Google Cloud Storage
GCSLoader fetches objects from a GCS bucket and returns them as
Document objects (railtracks.retrieval.models.Document) containing
UTF-8 decoded content, a source URI, and provider metadata (bucket,
name).
Installation
Authentication
Authentication uses Application Default Credentials (ADC) by default:
GOOGLE_APPLICATION_CREDENTIALSenvironment variable (path to a service-account JSON)gcloud auth application-default login(developer workstation)- Workload Identity / attached service account (GCE, GKE, Cloud Run, Cloud Functions …)
Pass explicit credentials to override ADC.
Prefer Workload Identity over service-account key files
Service-account JSON key files are long-lived credentials that require manual rotation. On GCP-hosted compute, Workload Identity or attached service accounts are more secure and require zero key management.
Basic usage
from railtracks.retrieval.loaders import GCSLoader
# Application Default Credentials resolve automatically
# (GOOGLE_APPLICATION_CREDENTIALS, gcloud auth, Workload Identity ...)
loader = GCSLoader("my-bucket", project="my-gcp-project")
documents = loader.load()
for doc in documents:
print(doc.source, "->", doc.content[:80])
Load by prefix
from railtracks.retrieval.loaders import GCSLoader
loader = GCSLoader("my-bucket", prefix="knowledge-base/")
documents = loader.load()
Load specific objects
from railtracks.retrieval.loaders import GCSLoader
loader = GCSLoader(
"my-bucket",
keys=["policy.txt", "faq.txt", "onboarding/welcome.txt"],
)
documents = loader.load()
Async usage
import asyncio
from railtracks.retrieval.loaders import GCSLoader
async def load_gcs_documents():
loader = GCSLoader("my-bucket", project="my-gcp-project", prefix="docs/")
return await loader.aload()
documents = asyncio.run(load_gcs_documents())
Async is thread-backed
aload() and astream() run the synchronous google-cloud-storage
client on a thread-pool thread via asyncio.to_thread(). This is correct
for most workloads.
Override credentials (service account key file)

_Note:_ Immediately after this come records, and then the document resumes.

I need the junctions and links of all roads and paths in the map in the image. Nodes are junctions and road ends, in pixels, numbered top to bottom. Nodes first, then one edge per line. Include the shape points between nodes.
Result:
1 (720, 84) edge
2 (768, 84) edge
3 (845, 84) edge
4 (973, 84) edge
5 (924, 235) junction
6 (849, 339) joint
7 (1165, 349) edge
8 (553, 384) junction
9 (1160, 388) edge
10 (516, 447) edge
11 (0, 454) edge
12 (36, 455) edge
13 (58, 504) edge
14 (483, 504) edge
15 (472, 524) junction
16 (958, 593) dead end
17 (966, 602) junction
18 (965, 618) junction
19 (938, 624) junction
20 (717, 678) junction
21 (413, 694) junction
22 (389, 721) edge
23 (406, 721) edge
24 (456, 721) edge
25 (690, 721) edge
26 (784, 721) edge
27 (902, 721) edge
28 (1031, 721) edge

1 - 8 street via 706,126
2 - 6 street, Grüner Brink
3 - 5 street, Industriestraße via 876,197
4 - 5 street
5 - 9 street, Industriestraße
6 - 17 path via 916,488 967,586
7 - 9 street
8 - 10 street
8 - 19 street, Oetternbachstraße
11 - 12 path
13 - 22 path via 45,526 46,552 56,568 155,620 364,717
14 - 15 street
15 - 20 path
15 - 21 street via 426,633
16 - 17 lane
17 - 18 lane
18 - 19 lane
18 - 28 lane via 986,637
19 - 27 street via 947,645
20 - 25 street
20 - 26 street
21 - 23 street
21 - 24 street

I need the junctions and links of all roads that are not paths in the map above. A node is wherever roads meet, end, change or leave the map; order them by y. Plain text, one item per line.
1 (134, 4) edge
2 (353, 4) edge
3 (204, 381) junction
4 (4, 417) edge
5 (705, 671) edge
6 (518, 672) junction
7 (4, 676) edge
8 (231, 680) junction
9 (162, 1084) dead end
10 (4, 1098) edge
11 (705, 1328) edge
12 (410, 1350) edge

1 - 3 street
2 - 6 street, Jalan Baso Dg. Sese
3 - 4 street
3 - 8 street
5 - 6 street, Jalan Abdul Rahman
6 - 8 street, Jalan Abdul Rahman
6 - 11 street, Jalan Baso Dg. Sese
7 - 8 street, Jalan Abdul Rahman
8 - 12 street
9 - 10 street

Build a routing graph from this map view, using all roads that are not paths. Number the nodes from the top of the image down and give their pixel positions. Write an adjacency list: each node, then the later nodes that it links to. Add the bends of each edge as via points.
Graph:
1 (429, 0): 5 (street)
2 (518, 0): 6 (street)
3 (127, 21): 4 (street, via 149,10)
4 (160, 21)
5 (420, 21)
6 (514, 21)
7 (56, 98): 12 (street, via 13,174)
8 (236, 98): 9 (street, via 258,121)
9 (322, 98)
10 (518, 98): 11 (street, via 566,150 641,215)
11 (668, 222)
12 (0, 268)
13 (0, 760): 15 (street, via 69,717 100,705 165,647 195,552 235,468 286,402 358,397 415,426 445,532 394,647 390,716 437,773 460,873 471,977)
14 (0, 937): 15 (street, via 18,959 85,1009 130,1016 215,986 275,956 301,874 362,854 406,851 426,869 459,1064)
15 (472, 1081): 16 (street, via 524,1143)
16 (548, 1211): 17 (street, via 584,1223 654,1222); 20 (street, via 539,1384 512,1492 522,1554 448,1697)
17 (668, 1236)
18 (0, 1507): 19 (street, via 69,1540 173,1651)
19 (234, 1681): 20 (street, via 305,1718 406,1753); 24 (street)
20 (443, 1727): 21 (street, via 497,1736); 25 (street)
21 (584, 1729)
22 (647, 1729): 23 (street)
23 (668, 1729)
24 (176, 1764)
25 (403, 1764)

from google.oauth2 import service_account
from railtracks.retrieval.loaders import GCSLoader
credentials = service_account.Credentials.from_service_account_file(
"/path/to/service-account.json",
scopes=["https://www.googleapis.com/auth/cloud-platform"],
)
loader = GCSLoader("my-bucket", credentials=credentials)
documents = loader.load()
Document fields
Each returned Document carries:
| Field / metadata key | Value |
|---|---|
Document.source |
gs://<bucket>/<name> |
Document.type |
Inferred from file extension; defaults to TEXT |
metadata["bucket"] |
GCS bucket name |
metadata["name"] |
Object name (path within the bucket) |